* [Listed records]:

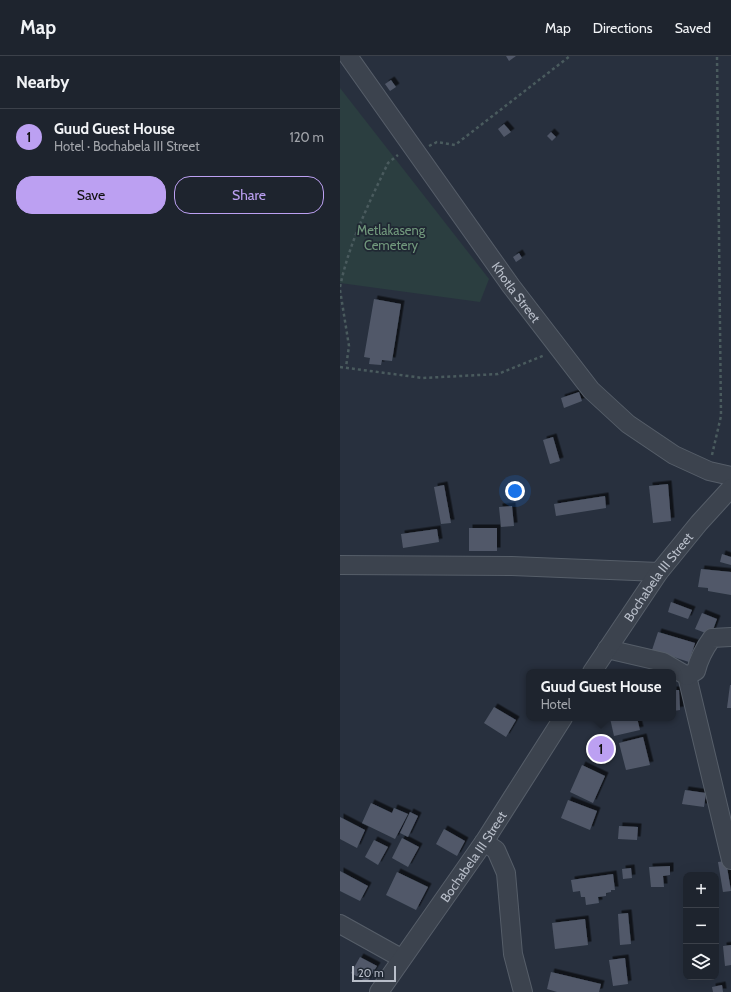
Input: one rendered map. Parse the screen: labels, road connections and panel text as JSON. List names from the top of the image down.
{
  "streets": {
    "street": ["Khotla Street", "Bochabela III Street"]
  },
  "parks": ["Metlakaseng Cemetery"],
  "scale_bar": "20 m",
  "page": {
    "header": "Map",
    "nav": ["Map", "Directions", "Saved"],
    "heading": "Nearby",
    "list": [
      {
        "mark": "1",
        "name": "Guud Guest House",
        "note": "Hotel · Bochabela III Street",
        "value": "120 m"
      }
    ],
    "buttons": ["Save", "Share"],
    "popup": ["Guud Guest House", "Hotel"],
    "pins": "1",
    "map_buttons": ["+", "−"],
    "scale": "20 m"
  }
}
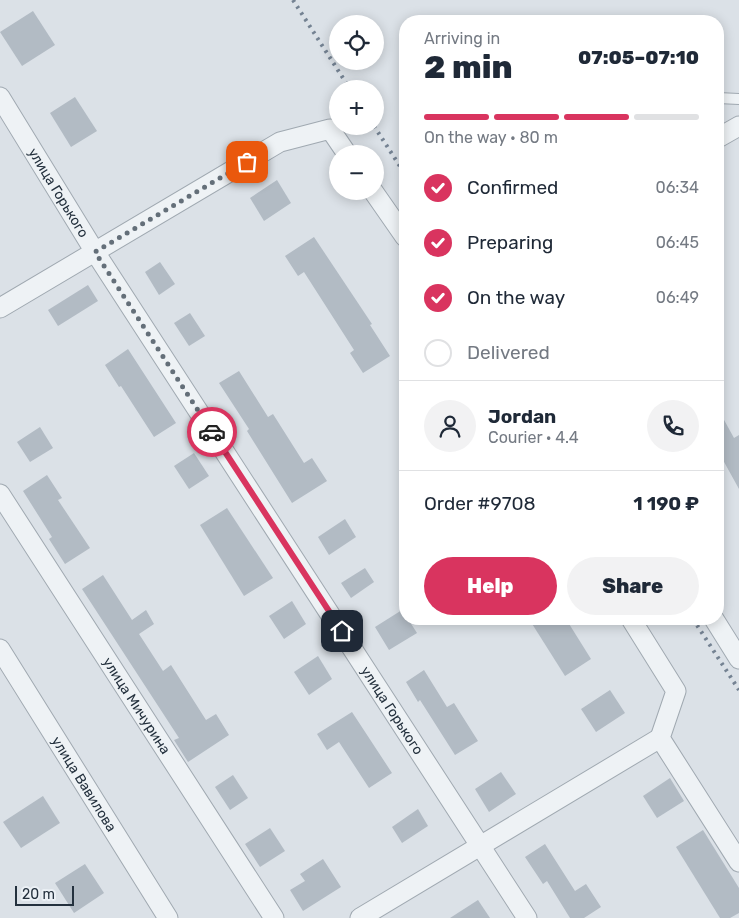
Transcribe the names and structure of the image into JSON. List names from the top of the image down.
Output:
{
  "streets": {
    "street": ["улица Горького", "улица Мичурина", "улица Вавилова"]
  },
  "scale_bar": "20 m",
  "page": {
    "map_buttons": ["+", "−"],
    "heading": ["2 min", "Arriving in", "07:05–07:10"],
    "panel": [
      "Jordan",
      "Courier · 4.4",
      "Order #9708",
      "1 190 ₽"
    ],
    "bar": "On the way · 80 m",
    "list": [
      ["Confirmed", "06:34"],
      ["Preparing", "06:45"],
      ["On the way", "06:49"],
      "Delivered"
    ],
    "buttons": ["Help", "Share"],
    "scale": "20 m"
  }
}
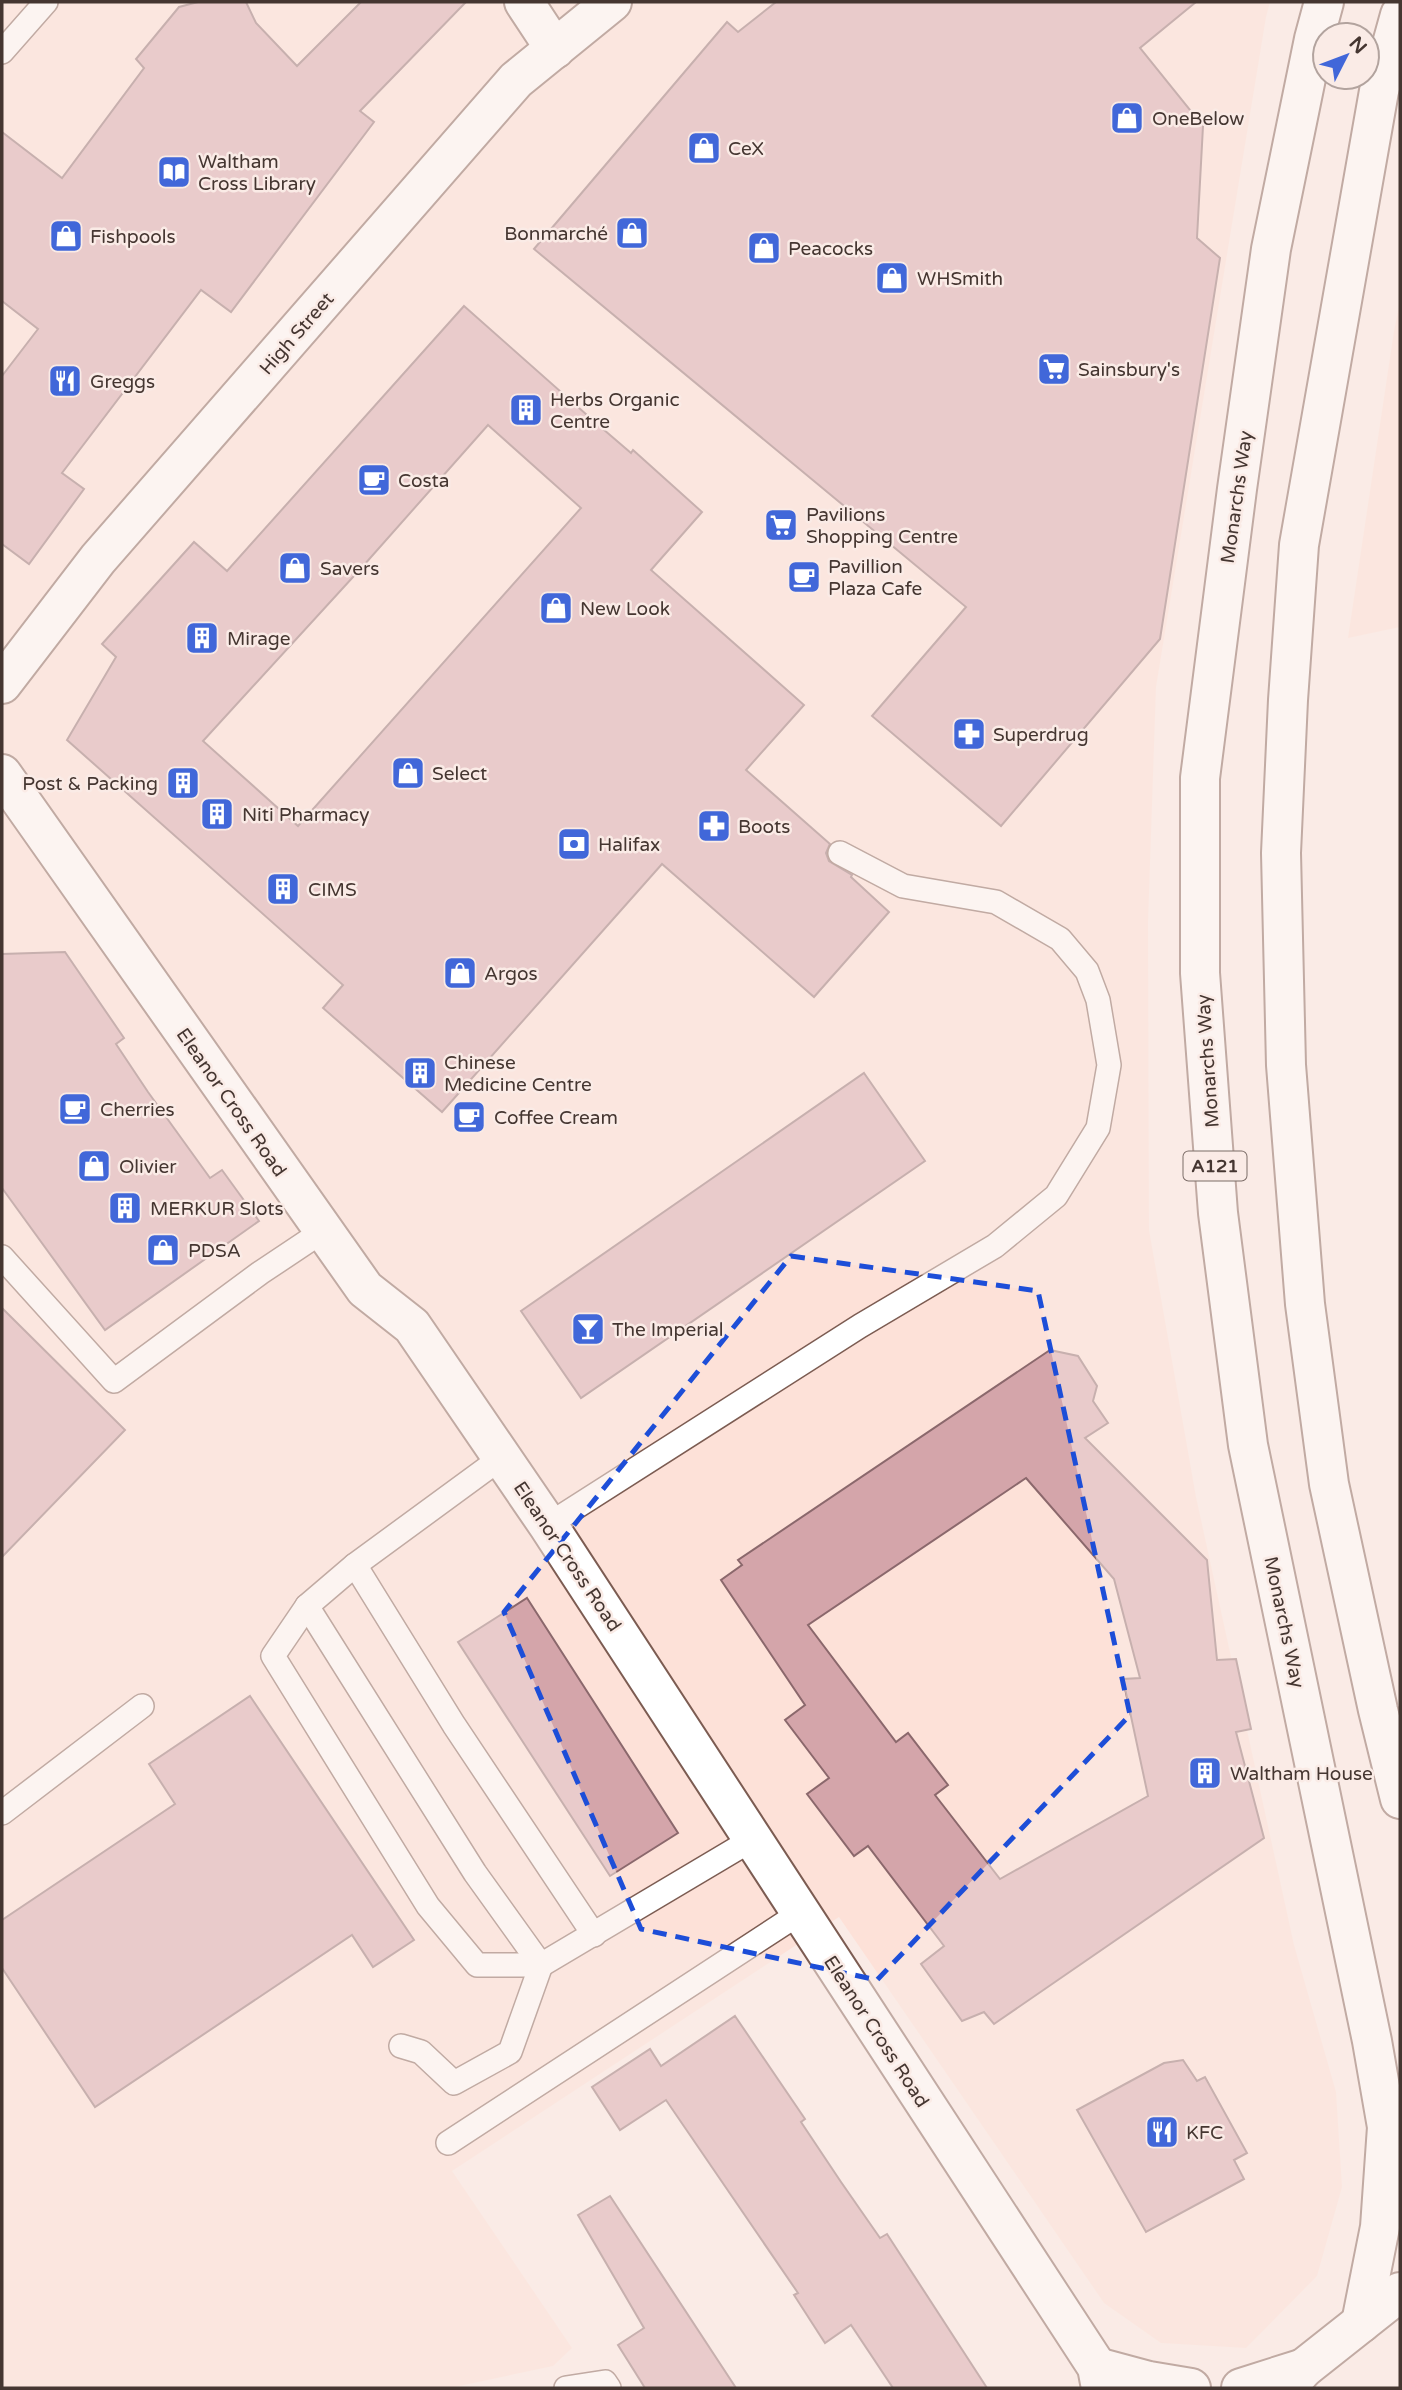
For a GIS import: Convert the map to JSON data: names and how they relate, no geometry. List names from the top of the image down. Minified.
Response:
{"streets":{"main road":["High Street","Monarchs Way","Eleanor Cross Road","A121"]},"places":{"shop":["OneBelow","CeX","Bonmarché","Fishpools","Peacocks","WHSmith","Savers","New Look","Select","Argos","Olivier","PDSA"],"library":["Waltham Cross Library"],"supermarket":["Sainsbury's","Pavilions Shopping Centre"],"restaurant":["Greggs","KFC"],"building":["Herbs Organic Centre","Mirage","Post & Packing","Niti Pharmacy","CIMS","Chinese Medicine Centre","MERKUR Slots","Waltham House"],"cafe":["Costa","Pavillion Plaza Cafe","Cherries","Coffee Cream"],"pharmacy":["Superdrug","Boots"],"bank":["Halifax"],"bar":["The Imperial"]},"north":"top right"}
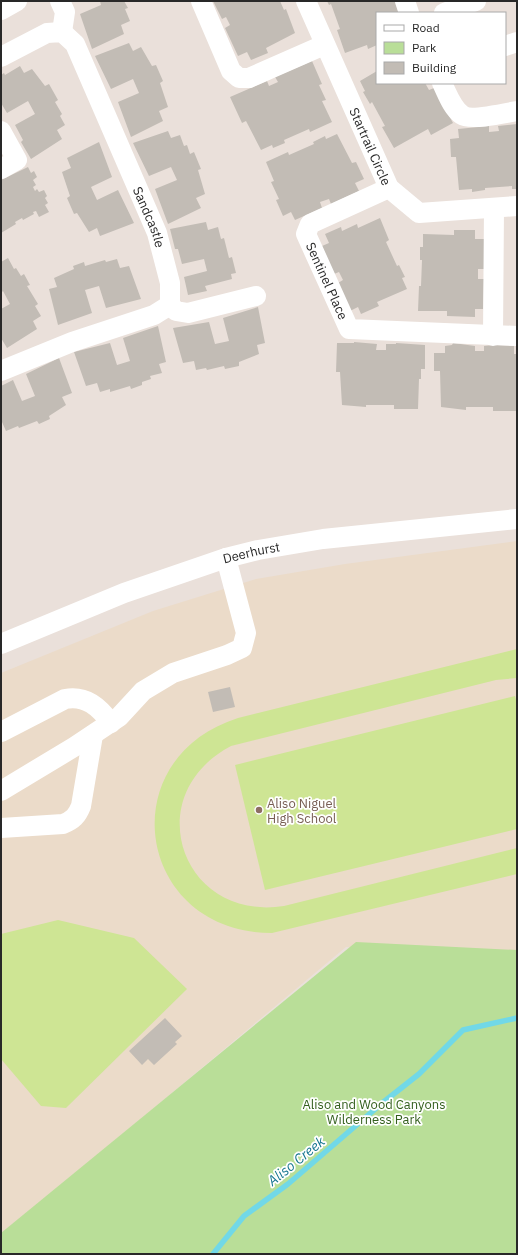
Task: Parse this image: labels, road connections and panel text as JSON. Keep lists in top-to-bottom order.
{
  "streets": {
    "street": [
      "Startrail Circle",
      "Sandcastle",
      "Sentinel Place",
      "Deerhurst"
    ]
  },
  "crossings": [
    ["Startrail Circle", "Sentinel Place"]
  ],
  "water": ["Aliso Creek"],
  "parks": ["Aliso and Wood Canyons Wilderness Park"],
  "places": ["Aliso Niguel High School"],
  "legend": ["Road", "Park", "Building"]
}
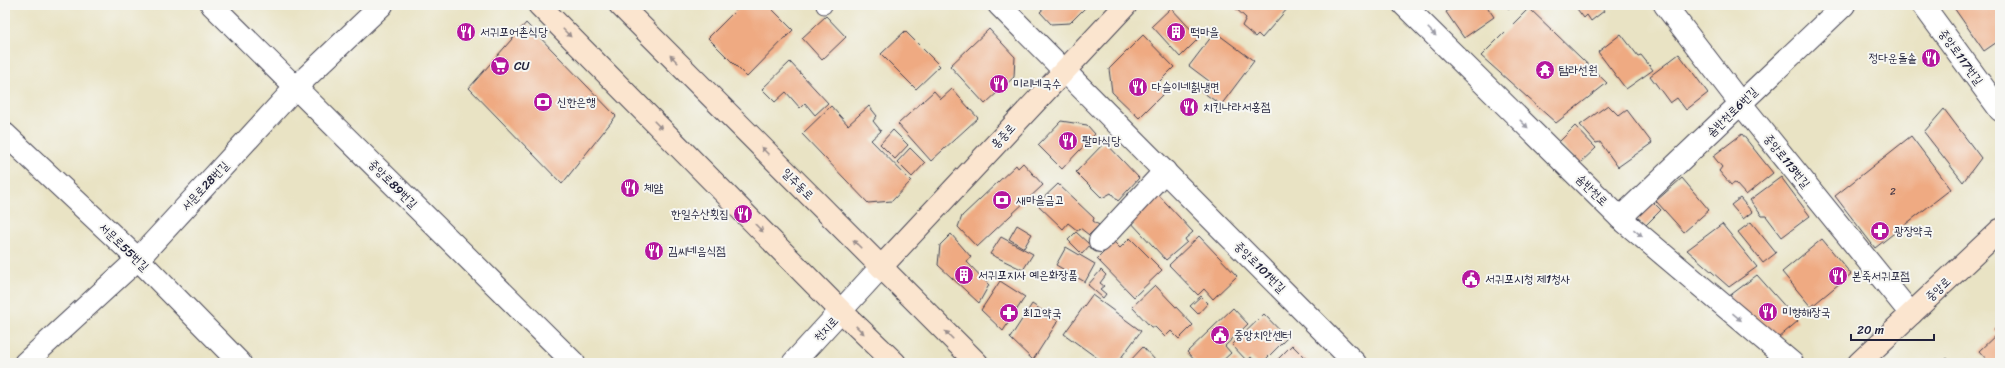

* [Work to complete]: Images are to be left out when the records above are written out again exactly.

* [Written answer]:
Input: one rendered map. Parse the screen: labels, road connections and panel text as JSON. List names from the top of the image down.
{
  "streets": {
    "street": ["Khotla Street", "Bochabela III Street"]
  },
  "parks": ["Metlakaseng Cemetery"],
  "scale_bar": "20 m",
  "page": {
    "header": "Map",
    "nav": ["Map", "Directions", "Saved"],
    "heading": "Nearby",
    "list": [
      {
        "mark": "1",
        "name": "Guud Guest House",
        "note": "Hotel · Bochabela III Street",
        "value": "120 m"
      }
    ],
    "buttons": ["Save", "Share"],
    "popup": ["Guud Guest House", "Hotel"],
    "pins": "1",
    "map_buttons": ["+", "−"],
    "scale": "20 m"
  }
}
Transcribe the names and structure of the image into JSON. List names from the top of the image down.
Output:
{
  "streets": {
    "street": ["улица Горького", "улица Мичурина", "улица Вавилова"]
  },
  "scale_bar": "20 m",
  "page": {
    "map_buttons": ["+", "−"],
    "heading": ["2 min", "Arriving in", "07:05–07:10"],
    "panel": [
      "Jordan",
      "Courier · 4.4",
      "Order #9708",
      "1 190 ₽"
    ],
    "bar": "On the way · 80 m",
    "list": [
      ["Confirmed", "06:34"],
      ["Preparing", "06:45"],
      ["On the way", "06:49"],
      "Delivered"
    ],
    "buttons": ["Help", "Share"],
    "scale": "20 m"
  }
}
For a GIS import: Convert the map to JSON data: names and how they relate, no geometry. List names from the top of the image down. Minified.
Response:
{"streets":{"main road":["High Street","Monarchs Way","Eleanor Cross Road","A121"]},"places":{"shop":["OneBelow","CeX","Bonmarché","Fishpools","Peacocks","WHSmith","Savers","New Look","Select","Argos","Olivier","PDSA"],"library":["Waltham Cross Library"],"supermarket":["Sainsbury's","Pavilions Shopping Centre"],"restaurant":["Greggs","KFC"],"building":["Herbs Organic Centre","Mirage","Post & Packing","Niti Pharmacy","CIMS","Chinese Medicine Centre","MERKUR Slots","Waltham House"],"cafe":["Costa","Pavillion Plaza Cafe","Cherries","Coffee Cream"],"pharmacy":["Superdrug","Boots"],"bank":["Halifax"],"bar":["The Imperial"]},"north":"top right"}
Task: Parse this image: labels, road connections and panel text as JSON. Keep lists in top-to-bottom order.
{
  "streets": {
    "street": [
      "Startrail Circle",
      "Sandcastle",
      "Sentinel Place",
      "Deerhurst"
    ]
  },
  "crossings": [
    ["Startrail Circle", "Sentinel Place"]
  ],
  "water": ["Aliso Creek"],
  "parks": ["Aliso and Wood Canyons Wilderness Park"],
  "places": ["Aliso Niguel High School"],
  "legend": ["Road", "Park", "Building"]
}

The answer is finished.